Please note the following restricted costs:
- Overheads, staff costs, marketing, and project evaluations – the total for these activities combined is a maximum of 10% of the total amount requested. For example, if your total request is £45,000, the maximum you can receive for overheads, staff costs, marketing and evaluations is £4,500.00 in total.
- Overheads - must be clearly calculated and apportioned. If you are also in receipt of a grant that contributes to the running of your building, and you are also awarded funding towards these costs through this grant, you must notify your BCC Project Officer.
- Staff time claimed for the project:
- Any staff time charged to the project will only be paid at the normal hourly rate of the post and only where the post is not funded from another source.
- If you have an appropriate paid member of staff in post (funded from another source) who could deliver all or part of the project, they will not provide funding for that part of the project. If you cannot use your member of staff, they will pay external/sessional rates, but you must explain why your own member of staff cannot work on the project and provide appropriate information. For example, this might be that another project already has a claim on the member of staff, with evidence of the dates and times when the two projects clash or confirmation that your member of staff doesn't have the skills needed and so on.
- Wraparound support – where services are already provided by the organisation or a partner organisation, funding will only be provided where the services are not already funded from another source.
- You must clearly list any costs for facilitators, mediators, consultants, or project evaluators clearly in the budget. You must also describe the work they intend to carry out and how it is reasonable and necessary to your project.
- Petrol receipts must be supported by detailed mileage claims. If your organisation owns its own minibus, they will not pay commercial hire rates for its use in the project. They will pay a maximum mileage rate based on local government rate which includes insurance, maintenance, and fuel use. If you cannot use your own minibus, they will pay hire rates, but you must explain why you cannot use your bus and provide appropriate information, for example, that another project already has a claim on the bus, with evidence that the dates and times when the two projects clash.
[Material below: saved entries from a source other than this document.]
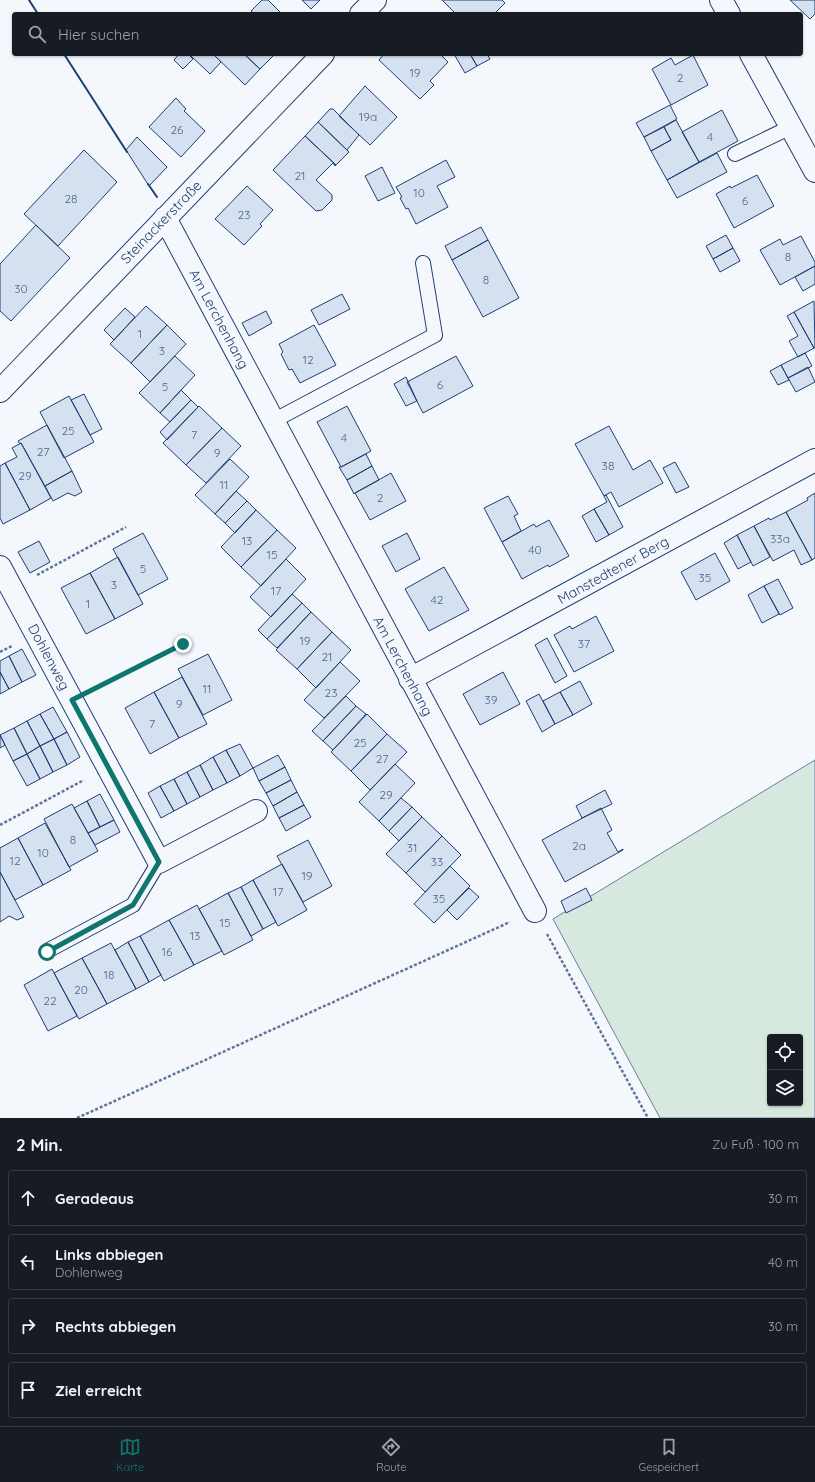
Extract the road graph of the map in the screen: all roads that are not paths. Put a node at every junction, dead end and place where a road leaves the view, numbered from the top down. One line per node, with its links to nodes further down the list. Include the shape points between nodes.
1 (375, 0): 3 (street)
2 (721, 0): 4 (street)
3 (363, 12)
4 (728, 12)
5 (321, 56): 10 (street, Steinackerstraße)
6 (752, 56): 7 (street)
7 (791, 127): 8 (lane); 9 (street)
8 (735, 154)
9 (815, 171)
10 (165, 218): 12 (street, Steinackerstraße); 13 (street, Am Lerchenhang)
11 (423, 263): 13 (lane, via 435,335)
12 (0, 391)
13 (273, 421): 16 (street, Am Lerchenhang)
14 (815, 460): 16 (street, Manstedtener Berg)
15 (0, 567): 18 (street, Dohlenweg)
16 (410, 679): 19 (street, Am Lerchenhang)
17 (256, 811): 18 (street)
18 (159, 862): 20 (lane, via 133,905)
19 (535, 911)
20 (47, 952)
- Internal costs - costs for use of own facilities or internal charges within an organisation (notional costs) will only be eligible if they are normally used for commercial activity. If you are also in receipt of a grant that contributes to the running of your building, and you have now also been awarded funding towards these costs through the small grants you must notify your BCC Project Officer. You will also be asked to provide confirmation of this when you complete project monitoring.
- Cash payments - a limit of £20 per cash transaction. Any items of project expenditure more than £20 should be paid for by organisation cheque, BACs, debit, or credit card.
Costs must be proportionate to the overall cost of your project and essential for delivering it. If we do not think that the amount you have asked for is good value for money, they may also offer you less than the amount you applied for. To make sure you provide value for money, they can cap any project costs they are funding. If you are successful, these costs will be shown in the letter of offer, for example, facilitators, residentials, catering, and so on.